# Exercise requirements
Your response should consist of the records below, repeated exactly.

____ Raw data

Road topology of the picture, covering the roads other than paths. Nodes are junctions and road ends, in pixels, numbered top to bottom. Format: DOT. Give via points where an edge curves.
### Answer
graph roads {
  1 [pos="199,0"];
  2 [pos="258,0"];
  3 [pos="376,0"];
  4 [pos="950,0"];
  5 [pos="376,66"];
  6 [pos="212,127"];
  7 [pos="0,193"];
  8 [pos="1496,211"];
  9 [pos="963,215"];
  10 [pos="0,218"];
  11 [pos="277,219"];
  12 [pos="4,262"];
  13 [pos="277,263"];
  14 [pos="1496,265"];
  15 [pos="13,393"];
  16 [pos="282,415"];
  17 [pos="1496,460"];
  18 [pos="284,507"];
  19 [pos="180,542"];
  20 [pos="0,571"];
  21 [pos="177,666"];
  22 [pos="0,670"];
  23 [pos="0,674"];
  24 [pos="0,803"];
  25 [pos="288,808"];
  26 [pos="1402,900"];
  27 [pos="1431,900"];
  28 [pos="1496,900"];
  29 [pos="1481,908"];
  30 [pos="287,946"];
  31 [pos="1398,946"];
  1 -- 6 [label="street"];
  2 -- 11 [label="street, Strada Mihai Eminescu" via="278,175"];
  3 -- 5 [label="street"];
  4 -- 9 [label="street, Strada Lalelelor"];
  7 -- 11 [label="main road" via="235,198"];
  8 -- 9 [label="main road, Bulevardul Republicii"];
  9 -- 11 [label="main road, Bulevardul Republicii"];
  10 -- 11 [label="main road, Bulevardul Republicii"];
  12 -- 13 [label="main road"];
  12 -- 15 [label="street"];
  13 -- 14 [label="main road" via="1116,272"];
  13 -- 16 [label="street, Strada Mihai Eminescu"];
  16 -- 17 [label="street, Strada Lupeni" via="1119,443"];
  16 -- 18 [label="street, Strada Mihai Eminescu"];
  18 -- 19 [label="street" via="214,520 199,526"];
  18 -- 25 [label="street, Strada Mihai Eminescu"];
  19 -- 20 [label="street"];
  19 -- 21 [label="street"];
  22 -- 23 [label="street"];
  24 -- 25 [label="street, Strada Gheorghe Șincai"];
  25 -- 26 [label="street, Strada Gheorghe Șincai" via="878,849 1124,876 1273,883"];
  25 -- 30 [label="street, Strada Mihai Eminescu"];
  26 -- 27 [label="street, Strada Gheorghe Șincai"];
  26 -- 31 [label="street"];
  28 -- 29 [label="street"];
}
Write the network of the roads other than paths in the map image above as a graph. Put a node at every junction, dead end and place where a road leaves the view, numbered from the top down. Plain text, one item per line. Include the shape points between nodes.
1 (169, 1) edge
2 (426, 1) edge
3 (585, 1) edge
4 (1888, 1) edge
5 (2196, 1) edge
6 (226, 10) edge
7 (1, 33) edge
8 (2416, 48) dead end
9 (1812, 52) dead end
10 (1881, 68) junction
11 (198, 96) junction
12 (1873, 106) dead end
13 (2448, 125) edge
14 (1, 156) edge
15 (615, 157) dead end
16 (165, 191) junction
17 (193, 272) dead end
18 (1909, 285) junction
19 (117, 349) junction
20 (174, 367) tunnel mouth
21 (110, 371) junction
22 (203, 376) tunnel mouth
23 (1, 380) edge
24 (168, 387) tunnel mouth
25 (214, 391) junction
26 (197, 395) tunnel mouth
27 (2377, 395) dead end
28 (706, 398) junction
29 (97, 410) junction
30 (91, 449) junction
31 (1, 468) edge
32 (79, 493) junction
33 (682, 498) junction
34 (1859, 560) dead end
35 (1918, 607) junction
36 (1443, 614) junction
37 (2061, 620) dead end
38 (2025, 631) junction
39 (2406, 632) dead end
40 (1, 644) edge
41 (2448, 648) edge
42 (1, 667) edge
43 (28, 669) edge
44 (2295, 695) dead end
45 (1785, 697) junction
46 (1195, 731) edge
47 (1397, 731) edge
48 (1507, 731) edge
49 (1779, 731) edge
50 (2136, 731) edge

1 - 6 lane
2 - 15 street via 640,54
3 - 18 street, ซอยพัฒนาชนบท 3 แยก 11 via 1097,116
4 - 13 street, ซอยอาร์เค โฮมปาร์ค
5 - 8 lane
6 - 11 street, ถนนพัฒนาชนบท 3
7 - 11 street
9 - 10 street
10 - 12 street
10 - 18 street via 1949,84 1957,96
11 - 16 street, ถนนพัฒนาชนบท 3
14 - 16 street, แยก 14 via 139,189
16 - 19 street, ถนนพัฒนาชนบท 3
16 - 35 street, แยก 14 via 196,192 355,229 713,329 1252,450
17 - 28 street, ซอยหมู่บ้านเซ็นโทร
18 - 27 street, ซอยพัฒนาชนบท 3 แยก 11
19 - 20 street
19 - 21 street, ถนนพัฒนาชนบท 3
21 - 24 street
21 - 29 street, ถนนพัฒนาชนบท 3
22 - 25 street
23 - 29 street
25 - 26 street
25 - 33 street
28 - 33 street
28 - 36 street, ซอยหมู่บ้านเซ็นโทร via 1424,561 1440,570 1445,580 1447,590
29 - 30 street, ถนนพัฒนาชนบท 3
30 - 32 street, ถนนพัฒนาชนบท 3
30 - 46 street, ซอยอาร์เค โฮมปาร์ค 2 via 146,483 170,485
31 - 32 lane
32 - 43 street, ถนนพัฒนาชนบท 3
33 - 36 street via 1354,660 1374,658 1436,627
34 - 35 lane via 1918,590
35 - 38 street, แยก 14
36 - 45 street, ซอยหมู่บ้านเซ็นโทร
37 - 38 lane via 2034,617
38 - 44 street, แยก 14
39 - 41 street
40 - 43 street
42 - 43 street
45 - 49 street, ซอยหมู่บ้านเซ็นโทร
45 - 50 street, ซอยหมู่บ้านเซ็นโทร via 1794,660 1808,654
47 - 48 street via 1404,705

________

# Task output
Road topology of the picture, covering the roads other than paths. Nodes are junctions and road ends, in pixels, numbered top to bottom. Format: DOT. Give via points where an edge curves.
### Answer
graph roads {
  1 [pos="199,0"];
  2 [pos="258,0"];
  3 [pos="376,0"];
  4 [pos="950,0"];
  5 [pos="376,66"];
  6 [pos="212,127"];
  7 [pos="0,193"];
  8 [pos="1496,211"];
  9 [pos="963,215"];
  10 [pos="0,218"];
  11 [pos="277,219"];
  12 [pos="4,262"];
  13 [pos="277,263"];
  14 [pos="1496,265"];
  15 [pos="13,393"];
  16 [pos="282,415"];
  17 [pos="1496,460"];
  18 [pos="284,507"];
  19 [pos="180,542"];
  20 [pos="0,571"];
  21 [pos="177,666"];
  22 [pos="0,670"];
  23 [pos="0,674"];
  24 [pos="0,803"];
  25 [pos="288,808"];
  26 [pos="1402,900"];
  27 [pos="1431,900"];
  28 [pos="1496,900"];
  29 [pos="1481,908"];
  30 [pos="287,946"];
  31 [pos="1398,946"];
  1 -- 6 [label="street"];
  2 -- 11 [label="street, Strada Mihai Eminescu" via="278,175"];
  3 -- 5 [label="street"];
  4 -- 9 [label="street, Strada Lalelelor"];
  7 -- 11 [label="main road" via="235,198"];
  8 -- 9 [label="main road, Bulevardul Republicii"];
  9 -- 11 [label="main road, Bulevardul Republicii"];
  10 -- 11 [label="main road, Bulevardul Republicii"];
  12 -- 13 [label="main road"];
  12 -- 15 [label="street"];
  13 -- 14 [label="main road" via="1116,272"];
  13 -- 16 [label="street, Strada Mihai Eminescu"];
  16 -- 17 [label="street, Strada Lupeni" via="1119,443"];
  16 -- 18 [label="street, Strada Mihai Eminescu"];
  18 -- 19 [label="street" via="214,520 199,526"];
  18 -- 25 [label="street, Strada Mihai Eminescu"];
  19 -- 20 [label="street"];
  19 -- 21 [label="street"];
  22 -- 23 [label="street"];
  24 -- 25 [label="street, Strada Gheorghe Șincai"];
  25 -- 26 [label="street, Strada Gheorghe Șincai" via="878,849 1124,876 1273,883"];
  25 -- 30 [label="street, Strada Mihai Eminescu"];
  26 -- 27 [label="street, Strada Gheorghe Șincai"];
  26 -- 31 [label="street"];
  28 -- 29 [label="street"];
}
Write the network of the roads other than paths in the map image above as a graph. Put a node at every junction, dead end and place where a road leaves the view, numbered from the top down. Plain text, one item per line. Include the shape points between nodes.
1 (169, 1) edge
2 (426, 1) edge
3 (585, 1) edge
4 (1888, 1) edge
5 (2196, 1) edge
6 (226, 10) edge
7 (1, 33) edge
8 (2416, 48) dead end
9 (1812, 52) dead end
10 (1881, 68) junction
11 (198, 96) junction
12 (1873, 106) dead end
13 (2448, 125) edge
14 (1, 156) edge
15 (615, 157) dead end
16 (165, 191) junction
17 (193, 272) dead end
18 (1909, 285) junction
19 (117, 349) junction
20 (174, 367) tunnel mouth
21 (110, 371) junction
22 (203, 376) tunnel mouth
23 (1, 380) edge
24 (168, 387) tunnel mouth
25 (214, 391) junction
26 (197, 395) tunnel mouth
27 (2377, 395) dead end
28 (706, 398) junction
29 (97, 410) junction
30 (91, 449) junction
31 (1, 468) edge
32 (79, 493) junction
33 (682, 498) junction
34 (1859, 560) dead end
35 (1918, 607) junction
36 (1443, 614) junction
37 (2061, 620) dead end
38 (2025, 631) junction
39 (2406, 632) dead end
40 (1, 644) edge
41 (2448, 648) edge
42 (1, 667) edge
43 (28, 669) edge
44 (2295, 695) dead end
45 (1785, 697) junction
46 (1195, 731) edge
47 (1397, 731) edge
48 (1507, 731) edge
49 (1779, 731) edge
50 (2136, 731) edge

1 - 6 lane
2 - 15 street via 640,54
3 - 18 street, ซอยพัฒนาชนบท 3 แยก 11 via 1097,116
4 - 13 street, ซอยอาร์เค โฮมปาร์ค
5 - 8 lane
6 - 11 street, ถนนพัฒนาชนบท 3
7 - 11 street
9 - 10 street
10 - 12 street
10 - 18 street via 1949,84 1957,96
11 - 16 street, ถนนพัฒนาชนบท 3
14 - 16 street, แยก 14 via 139,189
16 - 19 street, ถนนพัฒนาชนบท 3
16 - 35 street, แยก 14 via 196,192 355,229 713,329 1252,450
17 - 28 street, ซอยหมู่บ้านเซ็นโทร
18 - 27 street, ซอยพัฒนาชนบท 3 แยก 11
19 - 20 street
19 - 21 street, ถนนพัฒนาชนบท 3
21 - 24 street
21 - 29 street, ถนนพัฒนาชนบท 3
22 - 25 street
23 - 29 street
25 - 26 street
25 - 33 street
28 - 33 street
28 - 36 street, ซอยหมู่บ้านเซ็นโทร via 1424,561 1440,570 1445,580 1447,590
29 - 30 street, ถนนพัฒนาชนบท 3
30 - 32 street, ถนนพัฒนาชนบท 3
30 - 46 street, ซอยอาร์เค โฮมปาร์ค 2 via 146,483 170,485
31 - 32 lane
32 - 43 street, ถนนพัฒนาชนบท 3
33 - 36 street via 1354,660 1374,658 1436,627
34 - 35 lane via 1918,590
35 - 38 street, แยก 14
36 - 45 street, ซอยหมู่บ้านเซ็นโทร
37 - 38 lane via 2034,617
38 - 44 street, แยก 14
39 - 41 street
40 - 43 street
42 - 43 street
45 - 49 street, ซอยหมู่บ้านเซ็นโทร
45 - 50 street, ซอยหมู่บ้านเซ็นโทร via 1794,660 1808,654
47 - 48 street via 1404,705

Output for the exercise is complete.